Collection: Newfoundland

The earliest private tokens in Newfoundland and Labrador date from the 1840s and include the issues of Peter McAusland and the Rutherford Brothers, who operated stores in St. John’s and Harbour Grace. In later years, large numbers of SHIPS COLONIES & COMMERCE tokens were imported from Prince Edward Island. Following several attempts by the local government to ban the importation of tokens in the 1850s, additional local issues were circulated. These issues were anonymous and included a piece dated 1858 picturing a ship, and another dated 1860 that reads “SUCCESS TO THE FISHERIES.”

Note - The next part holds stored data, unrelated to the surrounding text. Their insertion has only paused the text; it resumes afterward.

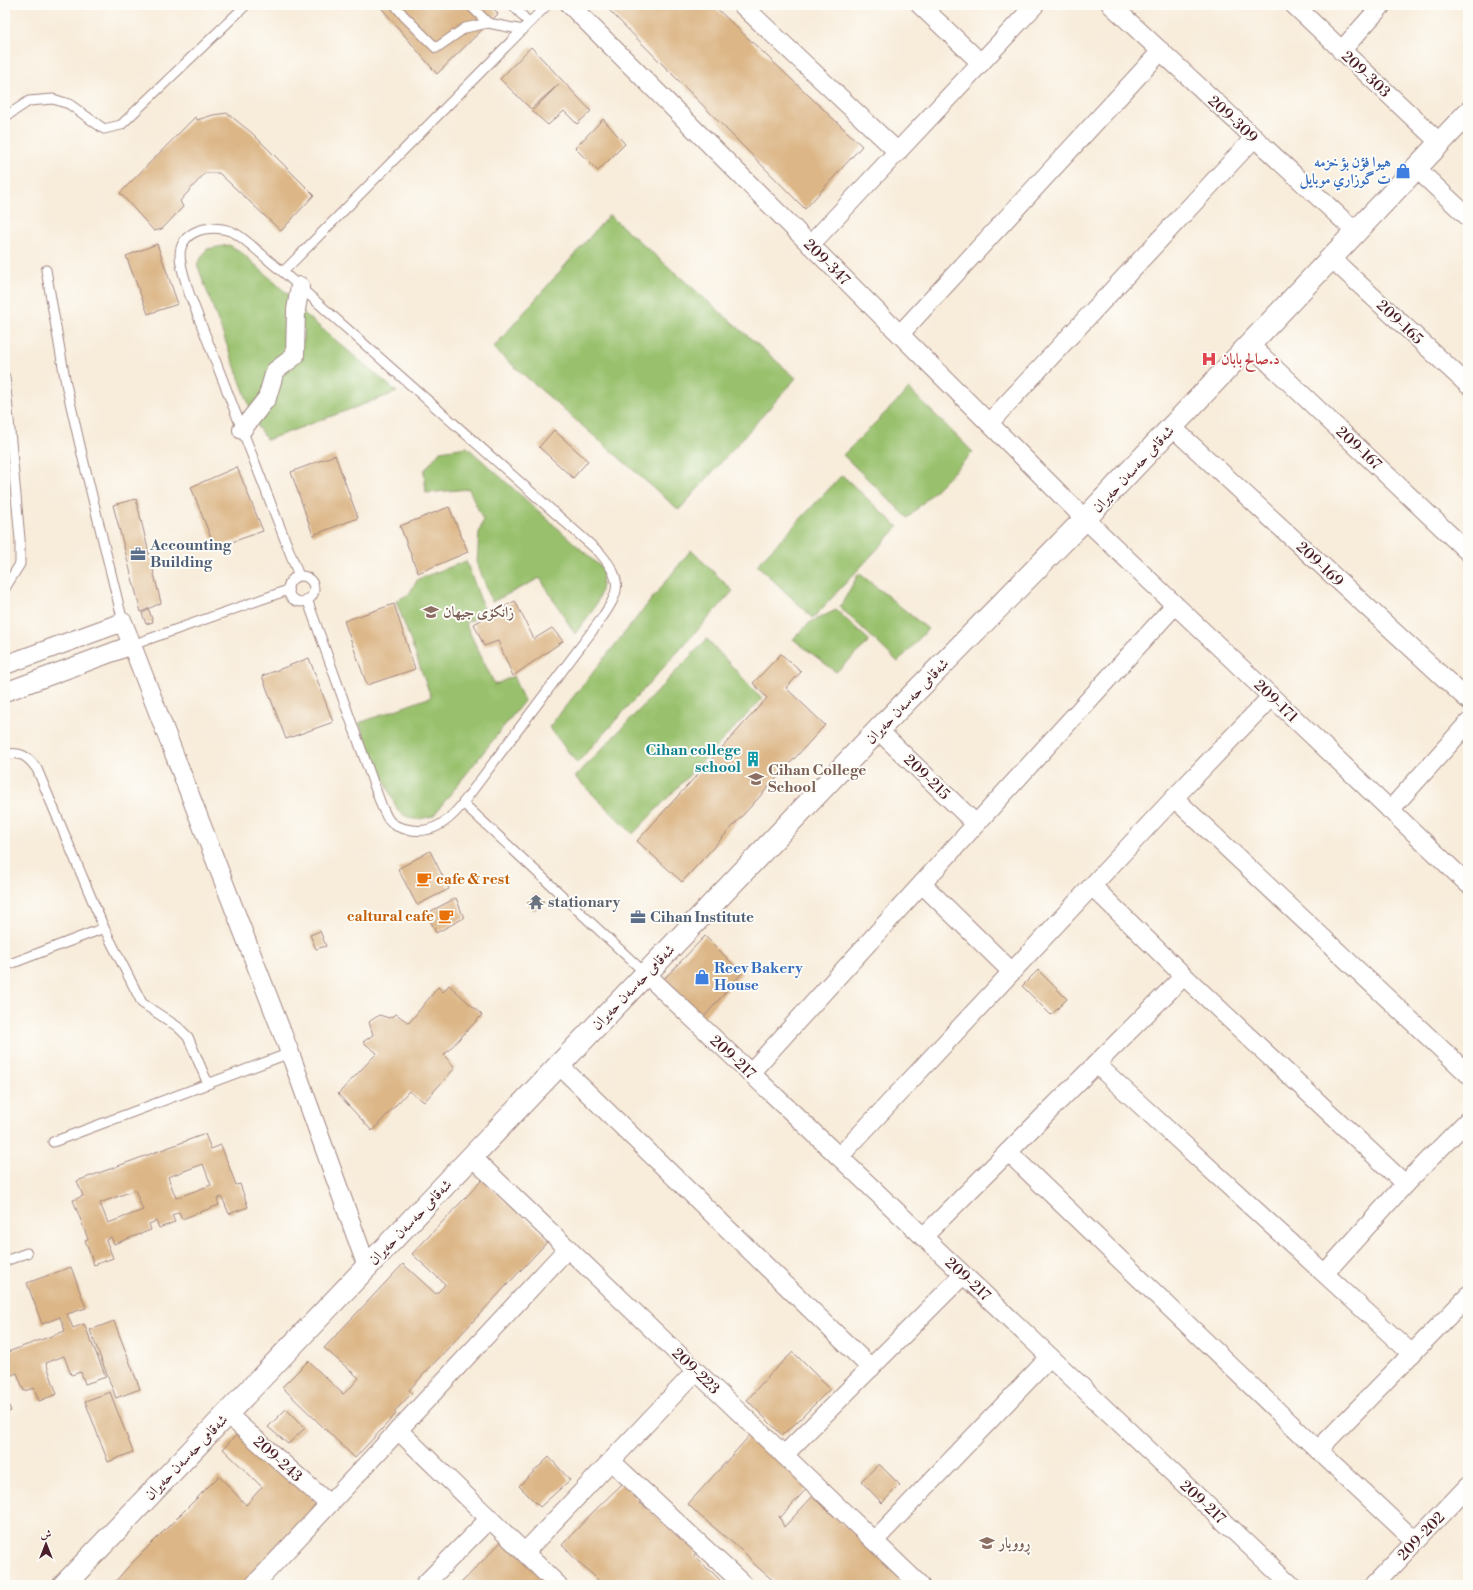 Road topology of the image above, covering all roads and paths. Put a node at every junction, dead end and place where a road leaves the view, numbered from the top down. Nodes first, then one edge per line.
1 (246, 5) edge
2 (395, 5) edge
3 (470, 5) edge
4 (513, 5) edge
5 (547, 5) edge
6 (570, 5) edge
7 (742, 5) edge
8 (920, 5) edge
9 (1036, 5) edge
10 (1111, 5) edge
11 (1294, 5) edge
12 (1382, 5) edge
13 (488, 23) junction
14 (526, 26) junction
15 (1161, 51) junction
16 (1341, 51) junction
17 (981, 63) junction
18 (1468, 113) edge
19 (5, 117) edge
20 (1254, 138) junction
21 (1440, 143) junction
22 (898, 152) junction
23 (1416, 168) junction
24 (1468, 217) edge
25 (1356, 232) junction
26 (810, 245) junction
27 (1331, 258) junction
28 (46, 270) dead end
29 (284, 272) junction
30 (300, 286) junction
31 (900, 334) junction
32 (1250, 345) junction
33 (5, 376) edge
34 (1468, 385) edge
35 (989, 423) junction
36 (1172, 427) junction
37 (242, 430) junction
38 (1085, 519) junction
39 (1468, 552) edge
40 (299, 576) junction
41 (5, 588) edge
42 (288, 590) junction
43 (307, 600) junction
44 (1175, 605) junction
45 (123, 622) junction
46 (132, 645) junction
47 (5, 665) edge
48 (5, 692) edge
49 (1272, 697) junction
50 (1468, 700) edge
51 (1468, 723) edge
52 (878, 730) junction
53 (5, 755) edge
54 (1174, 798) junction
55 (463, 803) junction
56 (1390, 810) junction
57 (976, 824) junction
58 (922, 884) junction
59 (1468, 884) edge
60 (1092, 886) junction
61 (104, 928) junction
62 (5, 966) edge
63 (1012, 972) junction
64 (646, 974) junction
65 (1184, 976) junction
66 (290, 1054) junction
67 (1096, 1064) junction
68 (559, 1065) junction
69 (750, 1073) junction
70 (1468, 1074) edge
71 (208, 1084) junction
72 (1468, 1120) edge
73 (53, 1142) dead end
74 (1008, 1152) junction
75 (472, 1157) junction
76 (839, 1157) junction
77 (1405, 1184) junction
78 (924, 1237) junction
79 (568, 1248) junction
80 (27, 1253) dead end
81 (5, 1261) edge
82 (367, 1267) junction
83 (1325, 1273) junction
84 (963, 1274) junction
85 (1468, 1296) edge
86 (1412, 1354) junction
87 (1050, 1357) junction
88 (871, 1368) junction
89 (696, 1372) junction
90 (227, 1414) junction
91 (398, 1430) junction
92 (1318, 1450) junction
93 (784, 1455) junction
94 (611, 1462) junction
95 (1468, 1486) edge
96 (329, 1504) junction
97 (490, 1518) junction
98 (874, 1541) junction
99 (1415, 1541) junction
100 (525, 1552) junction
101 (64, 1585) edge
102 (254, 1585) edge
103 (424, 1585) edge
104 (558, 1585) edge
105 (744, 1585) edge
106 (920, 1585) edge
107 (1291, 1585) edge
108 (1374, 1585) edge

1 - 19 lane
2 - 13 lane
3 - 13 lane
4 - 14 lane
5 - 14 lane
6 - 26 street, 209-347
7 - 22 street
8 - 17 street
9 - 17 street
10 - 15 street, 209-309
11 - 16 street, 209-303
12 - 16 street
13 - 14 lane
14 - 29 lane
15 - 20 street, 209-309
15 - 31 street
16 - 21 street, 209-303
17 - 22 street
18 - 21 street, شەقامی حەسەن حەیران
20 - 25 street, 209-309
20 - 35 street
21 - 23 street, شەقامی حەسەن حەیران
22 - 26 street
23 - 24 street
23 - 25 street, شەقامی حەسەن حەیران
25 - 27 street, شەقامی حەسەن حەیران
26 - 31 street, 209-347
27 - 32 street, شەقامی حەسەن حەیران
27 - 34 street, 209-165
28 - 45 lane
29 - 30 lane
29 - 37 lane
30 - 37 street
30 - 55 lane
31 - 35 street, 209-347
32 - 36 street, شەقامی حەسەن حەیران
32 - 39 street, 209-167
33 - 41 lane
35 - 38 street, 209-347
36 - 38 street, شەقامی حەسەن حەیران
36 - 50 street, 209-169
37 - 40 lane
38 - 44 street, 209-171
38 - 52 street, شەقامی حەسەن حەیران
40 - 42 lane
40 - 43 lane
42 - 43 lane
42 - 46 lane
43 - 55 lane
44 - 49 street, 209-171
44 - 57 street
45 - 46 street
45 - 47 street
46 - 48 street
46 - 66 street
49 - 54 street
49 - 56 street, 209-171
51 - 56 street
52 - 57 street, 209-215
52 - 64 street, شەقامی حەسەن حەیران
53 - 61 lane
54 - 60 street
54 - 70 street
55 - 64 lane
56 - 59 street, 209-171
57 - 58 street
58 - 63 street
58 - 69 street
60 - 63 street
60 - 65 street
61 - 62 lane
61 - 71 lane
63 - 76 street
64 - 68 street, شەقامی حەسەن حەیران
64 - 69 street, 209-217
65 - 67 street
65 - 77 street
66 - 71 lane
66 - 82 street
67 - 74 street
67 - 83 street
68 - 75 street, شەقامی حەسەن حەیران
68 - 88 street
69 - 76 street, 209-217
71 - 73 lane
72 - 77 street
74 - 78 street
74 - 92 street
75 - 79 street, 209-223
75 - 82 street, شەقامی حەسەن حەیران
76 - 78 street, 209-217
77 - 83 street
78 - 84 street, 209-217
79 - 89 street, 209-223
79 - 91 street
80 - 81 lane
82 - 90 street, شەقامی حەسەن حەیران
83 - 86 street
84 - 87 street, 209-217
84 - 88 street
85 - 86 street
86 - 92 street
87 - 98 street
87 - 107 street, 209-217
88 - 93 street
89 - 93 street, 209-223
89 - 94 street
90 - 96 street, 209-243
90 - 101 street, شەقامی حەسەن حەیران
91 - 96 street
91 - 97 street
92 - 99 street
93 - 98 street, 209-223
94 - 100 street
94 - 105 street
95 - 99 street, 209-202
96 - 102 street
97 - 100 street
97 - 103 street
98 - 106 street, 209-223
99 - 108 street, 209-202
100 - 104 street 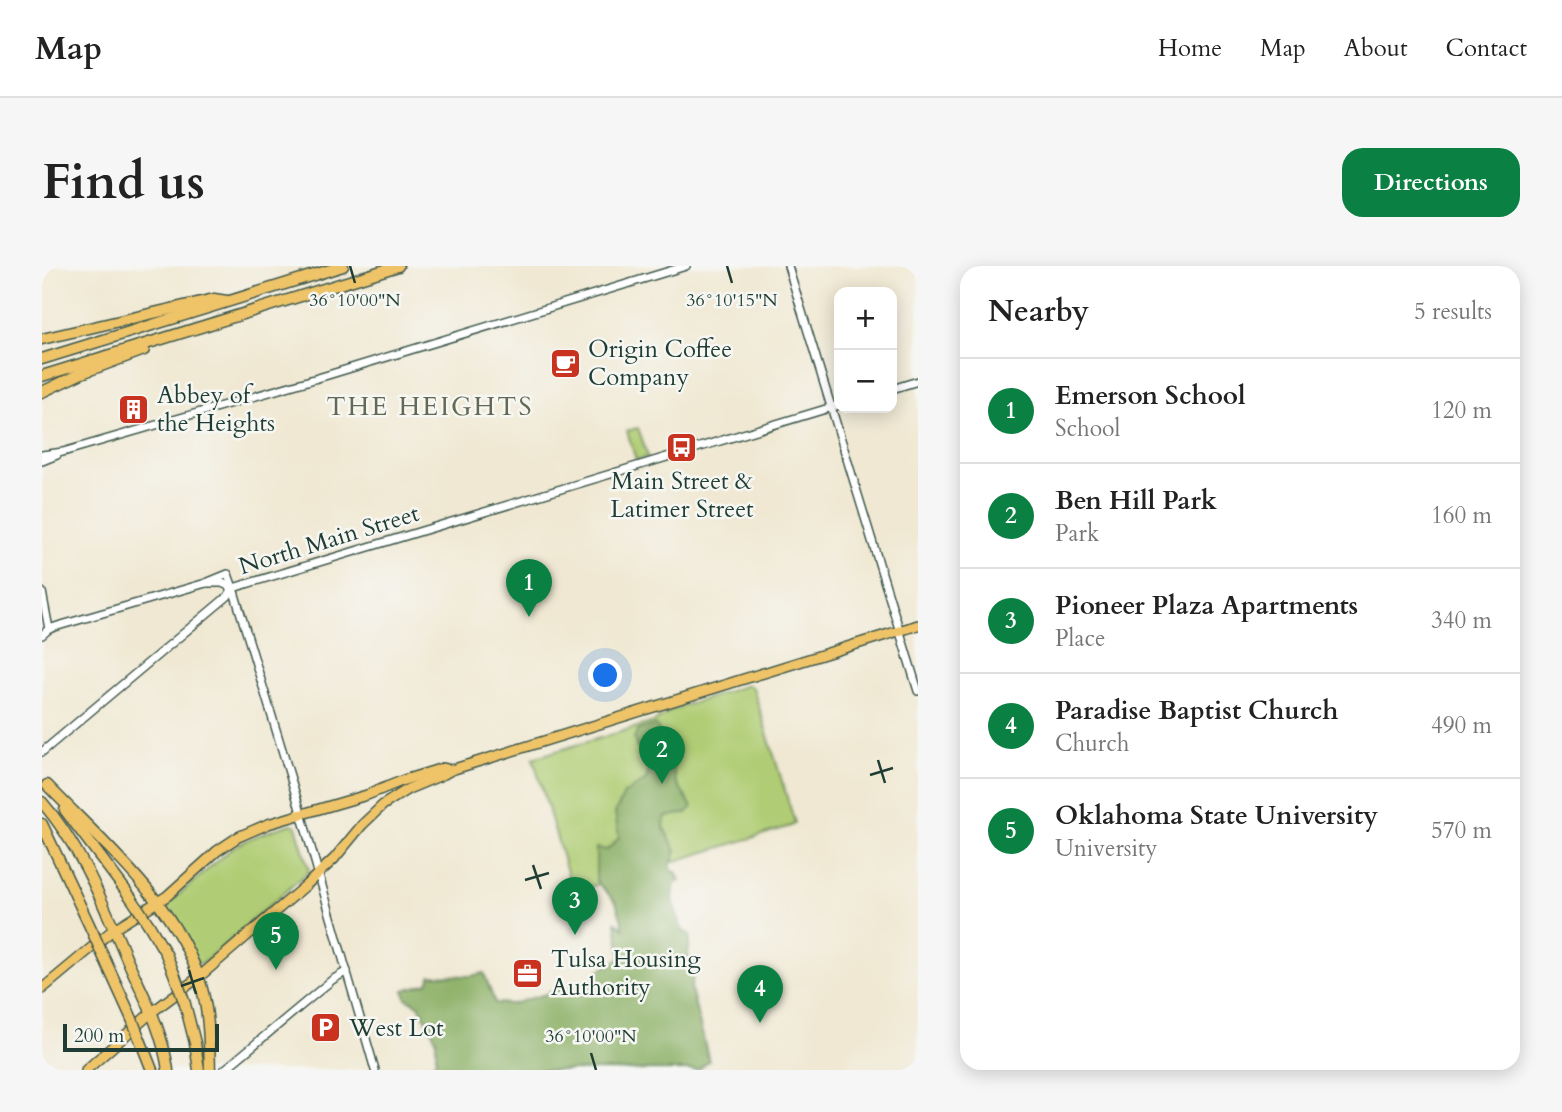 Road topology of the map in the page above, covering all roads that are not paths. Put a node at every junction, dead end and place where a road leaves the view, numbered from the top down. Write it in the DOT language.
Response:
graph roads {
  1 [pos="344,266"];
  2 [pos="398,266"];
  3 [pos="686,266"];
  4 [pos="789,266"];
  5 [pos="232,301"];
  6 [pos="206,325"];
  7 [pos="42,339"];
  8 [pos="42,359"];
  9 [pos="42,376"];
  10 [pos="918,381"];
  11 [pos="897,387"];
  12 [pos="42,392"];
  13 [pos="834,400"];
  14 [pos="834,407"];
  15 [pos="838,413"];
  16 [pos="63,452"];
  17 [pos="42,455"];
  18 [pos="42,461"];
  19 [pos="206,583"];
  20 [pos="233,588"];
  21 [pos="42,592"];
  22 [pos="918,625"];
  23 [pos="50,629"];
  24 [pos="899,631"];
  25 [pos="42,635"];
  26 [pos="918,691"];
  27 [pos="42,752"];
  28 [pos="451,770"];
  29 [pos="44,781"];
  30 [pos="42,802"];
  31 [pos="301,814"];
  32 [pos="78,822"];
  33 [pos="42,824"];
  34 [pos="317,873"];
  35 [pos="158,902"];
  36 [pos="114,929"];
  37 [pos="347,971"];
  38 [pos="199,977"];
  39 [pos="42,989"];
  40 [pos="152,1012"];
  41 [pos="86,1070"];
  42 [pos="152,1070"];
  43 [pos="168,1070"];
  44 [pos="199,1070"];
  45 [pos="210,1070"];
  46 [pos="225,1070"];
  47 [pos="375,1070"];
  1 -- 5 [label="highway"];
  2 -- 6 [label="highway"];
  3 -- 16 [label="street"];
  4 -- 13 [label="street"];
  5 -- 7 [label="highway"];
  5 -- 8 [label="highway"];
  6 -- 9 [label="highway"];
  6 -- 12 [label="highway"];
  10 -- 11 [label="street"];
  14 -- 20 [label="street, North Main Street"];
  15 -- 24 [label="street"];
  16 -- 17 [label="street"];
  16 -- 18 [label="street"];
  19 -- 20 [label="street"];
  19 -- 20 [label="street"];
  19 -- 23 [label="street"];
  20 -- 27 [label="street, North Main Street"];
  20 -- 31 [label="street"];
  21 -- 23 [label="street"];
  22 -- 24 [label="main road"];
  23 -- 25 [label="street"];
  24 -- 26 [label="street"];
  24 -- 28 [label="main road"];
  28 -- 31 [label="main road"];
  28 -- 34 [label="main road"];
  29 -- 32 [label="highway"];
  30 -- 36 [label="highway"];
  31 -- 34 [label="street"];
  31 -- 35 [label="main road"];
  32 -- 35 [label="highway"];
  32 -- 44 [label="highway, bridge"];
  33 -- 42 [label="highway, bridge"];
  34 -- 37 [label="street"];
  34 -- 38 [label="main road"];
  35 -- 36 [label="main road"];
  35 -- 38 [label="highway"];
  36 -- 39 [label="main road"];
  36 -- 40 [label="highway"];
  37 -- 46 [label="street"];
  37 -- 47 [label="street"];
  38 -- 40 [label="main road"];
  38 -- 45 [label="highway"];
  40 -- 41 [label="main road"];
  40 -- 43 [label="highway"];
}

With the adoption of the decimal system in 1863, the value of private tokens was reduced and a decimal coinage was instituted. The coinage consisted of bronze cents, silver 5-, 10-, 20- and 50-cent pieces and gold $2 coins. The lowest denominations were issued variously between 1865 and 1947. The 20-cent pieces were issued from 1865 to 1912. In 1917, and again in 1919, a 25-cent piece was issued. The 50 cent coins were issued variously between 1865 and 1919. The $2 pieces were issued from 1865 to 1888. Coins were struck at the Royal Mint in London, and on occasion at the Heaton Mint. The Mint in Ottawa struck coinage for Newfoundland and Labrador during the First World War and Second World War and again in those years immediately preceding Newfoundland and Labrador’s entry into Confederation in 1949.